Hi. So I'm knew here, and I think tonight I really need to get this all out and hopefully get some feedback.

I've had a really rough past couple of days, and my problem is that I am very paranoid of losing the friends I have. I don't have many, but I particularly afraid of losing my best friend.
My best friend is practically my sister. We've known each other for three years, and we've been close almost since the day we met. We talk every day, we joke and we're very very close. She knows me like the back of her hand and I know her just the same. 

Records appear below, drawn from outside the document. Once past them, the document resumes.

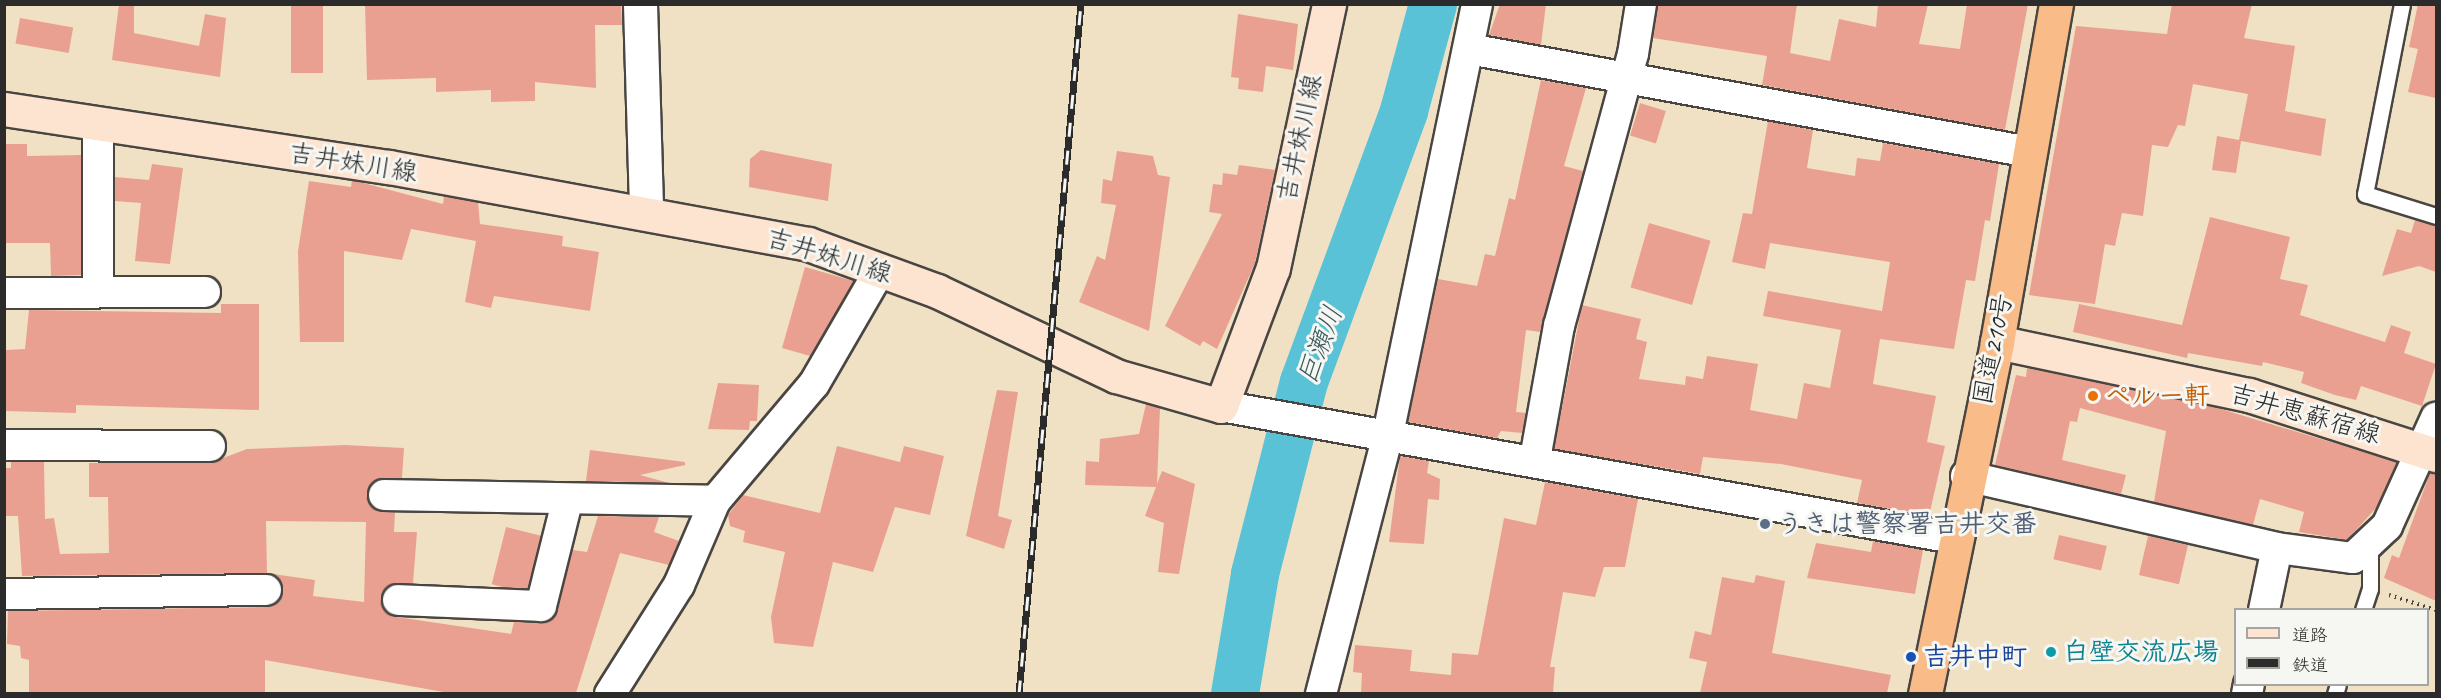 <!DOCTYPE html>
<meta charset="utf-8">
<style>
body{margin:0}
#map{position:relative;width:2441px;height:698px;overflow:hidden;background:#f0e1c4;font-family:Caveat,"Klee One",sans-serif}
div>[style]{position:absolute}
.river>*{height:48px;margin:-24px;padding:0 24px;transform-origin:24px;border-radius:24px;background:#59c2d6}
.building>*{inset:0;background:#eaa091;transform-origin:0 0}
.path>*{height:4px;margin-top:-2px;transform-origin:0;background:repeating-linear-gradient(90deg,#494642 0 1.5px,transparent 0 6px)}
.roads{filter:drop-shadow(2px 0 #494642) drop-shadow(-2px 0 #494642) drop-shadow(0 2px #494642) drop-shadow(0 -2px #494642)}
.service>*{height:15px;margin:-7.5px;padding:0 7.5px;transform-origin:7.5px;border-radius:7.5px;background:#fff}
.minor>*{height:30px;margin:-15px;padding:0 15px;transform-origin:15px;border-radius:15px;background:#fff}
.tertiary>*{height:33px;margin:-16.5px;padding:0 16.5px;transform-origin:16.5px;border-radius:16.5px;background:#fff}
.secondary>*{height:33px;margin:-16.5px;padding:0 16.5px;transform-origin:16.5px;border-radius:16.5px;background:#fde4d0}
.trunk>*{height:33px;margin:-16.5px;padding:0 16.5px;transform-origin:16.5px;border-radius:16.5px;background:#f9bc89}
.rail>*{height:7px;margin-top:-3.5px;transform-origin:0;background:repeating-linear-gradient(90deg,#f6f6f2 0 14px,#2b2b2b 0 28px);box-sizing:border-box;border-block:2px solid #2b2b2b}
.dots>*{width:16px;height:16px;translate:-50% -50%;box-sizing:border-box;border:3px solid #f6f6f2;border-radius:50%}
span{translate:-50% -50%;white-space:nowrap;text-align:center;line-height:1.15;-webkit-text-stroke:6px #f6f6f2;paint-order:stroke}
.street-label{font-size:26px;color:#2b2b2b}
.food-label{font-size:26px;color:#c56008;font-weight:700}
.left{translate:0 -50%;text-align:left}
.service-label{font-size:26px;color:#4e5e75;font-weight:700}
.culture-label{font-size:26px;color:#0d838f;font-weight:700}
.transit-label{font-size:26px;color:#164399;font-weight:700}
.water-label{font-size:27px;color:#39585e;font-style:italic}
.frame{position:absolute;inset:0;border:6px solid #2b2b2b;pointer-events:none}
.legend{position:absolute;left:2234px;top:608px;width:195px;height:78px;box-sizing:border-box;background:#f6f6f2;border:2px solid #a5a5a2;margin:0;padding:8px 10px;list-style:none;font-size:18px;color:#2b2b2b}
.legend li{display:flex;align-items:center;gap:12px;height:30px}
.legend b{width:30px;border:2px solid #a5a5a2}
</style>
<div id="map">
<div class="river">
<i style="left:1235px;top:694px;width:122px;rotate:-80.5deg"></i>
<i style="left:1255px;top:574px;width:198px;rotate:-75.7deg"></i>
<i style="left:1304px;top:382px;width:289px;rotate:-69.7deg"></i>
<i style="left:1404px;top:111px;width:111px;rotate:-74.8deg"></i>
</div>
<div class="building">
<i style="clip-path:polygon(119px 4px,134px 4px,134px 33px,199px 46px,205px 14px,226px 18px,220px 77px,112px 60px)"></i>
<i style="left:291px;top:4px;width:32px;height:69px"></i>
<i style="clip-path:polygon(365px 4px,621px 4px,622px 25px,595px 25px,596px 88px,535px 82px,535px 101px,491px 102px,491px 90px,436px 92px,436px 78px,367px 80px)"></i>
<i style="clip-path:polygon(1500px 4px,1546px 4px,1541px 45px,1489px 35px)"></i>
<i style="clip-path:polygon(1658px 4px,1797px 4px,1790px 53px,1830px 61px,1839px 19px,1876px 27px,1878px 4px,1928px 4px,1919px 44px,1960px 49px,1967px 4px,2028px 4px,2005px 130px,1762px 85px,1767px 56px,1653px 38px)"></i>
<i style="clip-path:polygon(2172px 4px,2252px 4px,2244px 38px,2295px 46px,2285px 111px,2326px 119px,2321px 156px,2241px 141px,2236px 173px,2212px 170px,2217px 136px,2239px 140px,2248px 94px,2193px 84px,2185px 126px,2178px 125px,2168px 147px,2152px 145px,2143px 216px,2122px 213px,2115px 246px,2105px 244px,2095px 304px,2029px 295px,2076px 26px,2167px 34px)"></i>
<i style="clip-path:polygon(2418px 4px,2436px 4px,2436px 98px,2408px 92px,2418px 49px,2409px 47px)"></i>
<i style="clip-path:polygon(1238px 14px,1298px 24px,1293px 70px,1266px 66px,1263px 92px,1238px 89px,1239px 78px,1231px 77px)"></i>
<i style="left:20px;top:18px;width:54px;height:26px;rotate:10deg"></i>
<i style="clip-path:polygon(1541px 80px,1586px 88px,1564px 166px,1583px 171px,1540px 332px,1526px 330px,1516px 412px,1526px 413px,1522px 433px,1501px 431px,1497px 438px,1408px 422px,1438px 279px,1477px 286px,1485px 254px,1495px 256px,1509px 198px,1515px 200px)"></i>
<i style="left:1640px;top:103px;width:27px;height:34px;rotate:17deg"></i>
<i style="clip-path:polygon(1768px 121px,1813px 130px,1807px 168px,1855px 176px,1857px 158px,1880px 161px,1883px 143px,1999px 164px,1990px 221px,1985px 220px,1975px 281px,1966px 280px,1954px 349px,1880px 339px,1873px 384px,1936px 396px,1927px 442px,1945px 446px,1929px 516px,1857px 503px,1862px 480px,1781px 464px,1703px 457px,1700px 474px,1554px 449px,1582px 305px,1641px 319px,1636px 339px,1647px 342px,1639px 379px,1685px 385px,1686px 376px,1703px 379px,1707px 356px,1758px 364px,1750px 410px,1797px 419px,1804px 383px,1830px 388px,1841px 330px,1763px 316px,1768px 291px,1882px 311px,1890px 262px,1770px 243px,1765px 269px,1732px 262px,1743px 213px,1752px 214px)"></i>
<i style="clip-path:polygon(4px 144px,27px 144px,27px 156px,81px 155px,81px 275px,51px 276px,50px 243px,4px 243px)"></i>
<i style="clip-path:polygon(761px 150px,832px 164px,828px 201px,749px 187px,750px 159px)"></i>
<i style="clip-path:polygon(1117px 151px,1153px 156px,1158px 175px,1170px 177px,1149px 331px,1079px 302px,1097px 256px,1105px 260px,1116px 205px,1101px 203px,1103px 179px,1112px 181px)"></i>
<i style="clip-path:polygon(152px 164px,183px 168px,170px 264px,135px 261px,141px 203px,115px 201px,115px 177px,149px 180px)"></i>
<i style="clip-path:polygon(1239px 165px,1275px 170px,1255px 263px,1217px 349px,1203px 341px,1200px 346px,1165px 326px,1222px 214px,1209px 212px,1213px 184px,1222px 185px,1223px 173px,1237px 175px)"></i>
<i style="clip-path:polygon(352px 180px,443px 204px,444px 196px,478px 202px,480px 224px,563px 236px,562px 246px,599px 252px,590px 311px,494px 296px,491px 308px,465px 302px,476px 241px,411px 229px,402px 260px,344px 251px,344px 342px,300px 342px,298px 251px,309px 181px,351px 187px)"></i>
<i style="clip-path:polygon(2210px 217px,2290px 237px,2280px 279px,2308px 285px,2300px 315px,2385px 342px,2391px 325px,2411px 332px,2404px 353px,2436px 364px,2422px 406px,2361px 386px,2356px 400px,2335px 395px,2301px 383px,2304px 372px,2263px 362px,2262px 366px,2188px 353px,2187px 358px,2073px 332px,2079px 304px,2182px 325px)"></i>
<i style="clip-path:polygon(2415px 220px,2436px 226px,2436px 272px,2419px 266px,2382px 276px,2397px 229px,2411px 233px)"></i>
<i style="left:1649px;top:223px;width:64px;height:67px;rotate:16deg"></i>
<i style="clip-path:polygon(805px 267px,854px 281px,810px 356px,782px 348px)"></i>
<i style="clip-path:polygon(221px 304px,259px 304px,259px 410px,76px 405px,76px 413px,4px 411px,6px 350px,25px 349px,29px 310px,221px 313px)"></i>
<i style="clip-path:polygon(2027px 368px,2211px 406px,2397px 462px,2377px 507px,2347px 540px,2299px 532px,2304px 512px,2260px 499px,2253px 525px,2154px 502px,2166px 431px,2080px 408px,2077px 422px,2070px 421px,2062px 460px,2126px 475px,2121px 494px,1995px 465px,2016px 375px,2026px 377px)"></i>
<i style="clip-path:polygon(718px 383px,759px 385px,757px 421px,750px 421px,749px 430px,708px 429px)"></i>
<i style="clip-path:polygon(997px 390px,1018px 392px,998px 516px,1012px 520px,1004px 549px,966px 536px)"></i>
<i style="clip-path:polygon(1146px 404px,1160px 408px,1157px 484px,1162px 471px,1195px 484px,1179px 574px,1158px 572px,1164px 523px,1145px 516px,1156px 487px,1085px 485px,1086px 461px,1099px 462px,1100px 439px,1139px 434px)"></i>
<i style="clip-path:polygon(345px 445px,404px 448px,402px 478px,376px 480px,367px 494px,375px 509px,395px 512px,394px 532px,417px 532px,413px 583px,391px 585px,381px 599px,383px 608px,397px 617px,511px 634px,514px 622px,541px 623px,554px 617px,573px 550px,587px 552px,598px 516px,659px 517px,654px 532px,679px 541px,669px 565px,620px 553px,576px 693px,449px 693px,265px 660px,265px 693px,29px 693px,29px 660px,21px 658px,20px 646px,7px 644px,8px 611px,266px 607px,275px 604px,283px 590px,273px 574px,315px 580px,313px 596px,364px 602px,366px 522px,266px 521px,267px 573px,22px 576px,18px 516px,4px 516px,4px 468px,11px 468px,11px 462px,44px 462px,45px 519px,54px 518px,60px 554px,109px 553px,108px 497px,89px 497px,89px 463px,210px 463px,247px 449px)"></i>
<i style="clip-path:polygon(837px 446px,900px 462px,904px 446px,944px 456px,930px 515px,895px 507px,873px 572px,833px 562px,813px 647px,774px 643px,771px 617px,785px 552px,743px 542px,745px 531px,730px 526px,728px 515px,743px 495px,820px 513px)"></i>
<i style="clip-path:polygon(590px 450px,685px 462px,685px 465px,640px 475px,669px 483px,586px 481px)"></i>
<i style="clip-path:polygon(1400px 456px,1429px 461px,1427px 473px,1440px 479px,1439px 500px,1428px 499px,1424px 544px,1389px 542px)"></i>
<i style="clip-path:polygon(2430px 473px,2436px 473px,2436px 601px,2384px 578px,2392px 555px,2399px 558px)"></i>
<i style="clip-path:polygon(1545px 482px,1638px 499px,1625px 567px,1604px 567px,1595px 597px,1563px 592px,1550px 667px,1555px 667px,1553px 693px,1361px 693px,1362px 673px,1353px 672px,1355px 645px,1412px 650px,1410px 671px,1451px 675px,1452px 653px,1478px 655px,1504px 518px,1536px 525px)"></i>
<i style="left:506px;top:527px;width:36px;height:59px;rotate:14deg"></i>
<i style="left:2059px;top:535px;width:49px;height:25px;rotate:13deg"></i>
<i style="left:2148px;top:536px;width:41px;height:40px;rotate:13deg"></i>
<i style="clip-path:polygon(1873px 541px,1923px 550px,1915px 594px,1807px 578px,1816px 543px,1871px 552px)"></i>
<i style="clip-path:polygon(1756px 575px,1785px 581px,1772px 653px,1891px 675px,1887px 693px,1700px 693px,1707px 662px,1689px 658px,1695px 631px,1711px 635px,1722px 577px,1754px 583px)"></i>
</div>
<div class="path">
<i style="left:4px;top:5px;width:3px;rotate:-18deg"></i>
<i style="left:2389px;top:595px;width:49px;rotate:17.7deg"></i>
</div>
<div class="roads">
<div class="service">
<i style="left:2402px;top:4px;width:194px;rotate:101deg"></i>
<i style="left:2365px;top:194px;width:74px;rotate:17.2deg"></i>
<i style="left:2363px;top:610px;width:22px;rotate:-72deg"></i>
<i style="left:2370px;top:589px;width:45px;rotate:-90deg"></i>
<i style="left:2335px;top:694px;width:10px;rotate:-73deg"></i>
</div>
<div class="minor">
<i style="left:1469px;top:49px;width:569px;rotate:10.42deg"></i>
<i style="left:98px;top:124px;width:168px;rotate:90deg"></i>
<i style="left:4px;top:293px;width:201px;rotate:-0.3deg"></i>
<i style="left:1221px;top:406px;width:744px;rotate:10.22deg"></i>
<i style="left:4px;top:445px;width:206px;rotate:0.3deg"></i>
<i style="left:1535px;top:459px;width:135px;rotate:-79.8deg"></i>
<i style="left:1559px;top:326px;width:282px;rotate:-74.8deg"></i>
<i style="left:1633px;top:54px;width:51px;rotate:-80.9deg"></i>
<i style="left:1966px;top:476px;width:319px;rotate:13deg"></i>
<i style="left:2277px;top:548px;width:77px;rotate:7.5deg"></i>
<i style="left:2353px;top:558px;width:47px;rotate:-43.3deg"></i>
<i style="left:2387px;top:526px;width:119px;rotate:-65.6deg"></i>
<i style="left:384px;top:495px;width:331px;rotate:1deg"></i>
<i style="left:4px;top:594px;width:262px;rotate:-0.9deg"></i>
<i style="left:398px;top:600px;width:143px;rotate:2.4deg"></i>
<i style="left:541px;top:606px;width:107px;rotate:-76deg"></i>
<i style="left:2264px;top:610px;width:63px;rotate:-78.2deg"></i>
<i style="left:610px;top:694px;width:129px;rotate:-57.7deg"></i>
<i style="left:679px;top:585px;width:91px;rotate:-66.8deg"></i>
<i style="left:715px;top:501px;width:153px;rotate:-49.8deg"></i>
<i style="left:814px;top:384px;width:132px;rotate:-59.9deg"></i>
<i style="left:1321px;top:694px;width:263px;rotate:-75.5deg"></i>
<i style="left:1387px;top:439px;width:444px;rotate:-78.3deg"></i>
<i style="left:2247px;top:694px;width:10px;rotate:-79deg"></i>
</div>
<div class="tertiary">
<i style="left:640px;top:4px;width:208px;rotate:88.3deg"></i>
</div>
<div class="secondary">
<i style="left:4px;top:109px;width:389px;rotate:8.6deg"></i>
<i style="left:389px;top:167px;width:426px;rotate:10.4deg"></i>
<i style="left:808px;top:244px;width:137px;rotate:20deg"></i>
<i style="left:937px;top:291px;width:198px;rotate:25.4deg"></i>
<i style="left:1116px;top:376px;width:109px;rotate:15.9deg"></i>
<i style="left:1221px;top:406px;width:147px;rotate:-69.4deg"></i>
<i style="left:1273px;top:268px;width:270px;rotate:-78deg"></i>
<i style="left:1997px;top:342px;width:258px;rotate:11.9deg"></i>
<i style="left:2249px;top:395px;width:196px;rotate:17.8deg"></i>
</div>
<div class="trunk">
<i style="left:1925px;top:694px;width:359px;rotate:-78.4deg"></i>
<i style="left:1997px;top:342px;width:343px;rotate:-80.1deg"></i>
</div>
</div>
<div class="rail">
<i style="left:1019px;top:694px;width:693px;rotate:-84.87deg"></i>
</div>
<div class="dots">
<i style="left:2093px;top:396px;background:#e8710a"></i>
<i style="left:1765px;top:524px;background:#5c6f8a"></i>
<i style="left:2051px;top:652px;background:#0f9aa8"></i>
<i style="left:1911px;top:657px;background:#1a4fb4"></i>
</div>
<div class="street-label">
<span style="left:1300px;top:138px;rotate:-78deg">吉井妹川線</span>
<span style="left:353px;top:163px;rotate:9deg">吉井妹川線</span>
<span style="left:829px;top:256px;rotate:17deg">吉井妹川線</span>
<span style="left:1993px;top:349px;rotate:-79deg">国道210号</span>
<span style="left:2305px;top:414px;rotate:16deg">吉井恵蘇宿線</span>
</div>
<div class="food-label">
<span class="left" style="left:2105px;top:396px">ペルー軒</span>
</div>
<div class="service-label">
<span class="left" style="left:1777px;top:524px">うきは警察署吉井交番</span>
</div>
<div class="culture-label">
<span class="left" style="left:2063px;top:652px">白壁交流広場</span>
</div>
<div class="transit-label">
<span class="left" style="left:1923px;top:657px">吉井中町</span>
</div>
<div class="water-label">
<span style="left:1320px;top:345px;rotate:-69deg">巨瀬川</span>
</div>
<div class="frame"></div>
<ul class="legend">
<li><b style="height:8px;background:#fde4d0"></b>道路</li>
<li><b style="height:8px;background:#2b2b2b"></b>鉄道</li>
</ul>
</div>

I'm a very emotional person, and I'm also a worrier at times. I'm not quite sure where the line draws between normal human emotions, and when it gets irrational. I know both have happened, but I'm always so hard on myself I never know when I'm being irrational or when what I feel is completely fine. This is one of those instances. I always try to be perfect and i constantly apologize, and every time I make a little mistake by being overly emotional about a situation or maybe I snap at someone or say something rude and I feel overly guilty about it and cry, I'm afraid she's going to get sick of me doubting myself. And I've talked to her about this before, and I don't want to anymore because I know I make her feel bad, like I don't trust her. And I know that hurts her. I talked to her about it the other day, how I was sorry that I doubt myself or that I can be a handful, and all she said was that it was fine and not to worry about it. I over think a lot, and I feel terrible that I doubt her words. She told me in July she just wants me to be happy, and that she wouldn't let something like this tear our friendship. I'm just worried one day she'll get fed up.

I'm going to see someone to talk to in a couple weeks, I'm just not sure what I should do before then. My friend suggested I start a journal and write the thoughts, which I started to do last night. I just want some sort of way to stop over thinking and worrying and trust other people's word, and not let past situations make me so worried.


----------



## Tinydancer20

From what you are saying, there really isn't any evidence that you will lose her. I think you just need to focus on calming your anxiety, it does seem
a bit irrational.


----------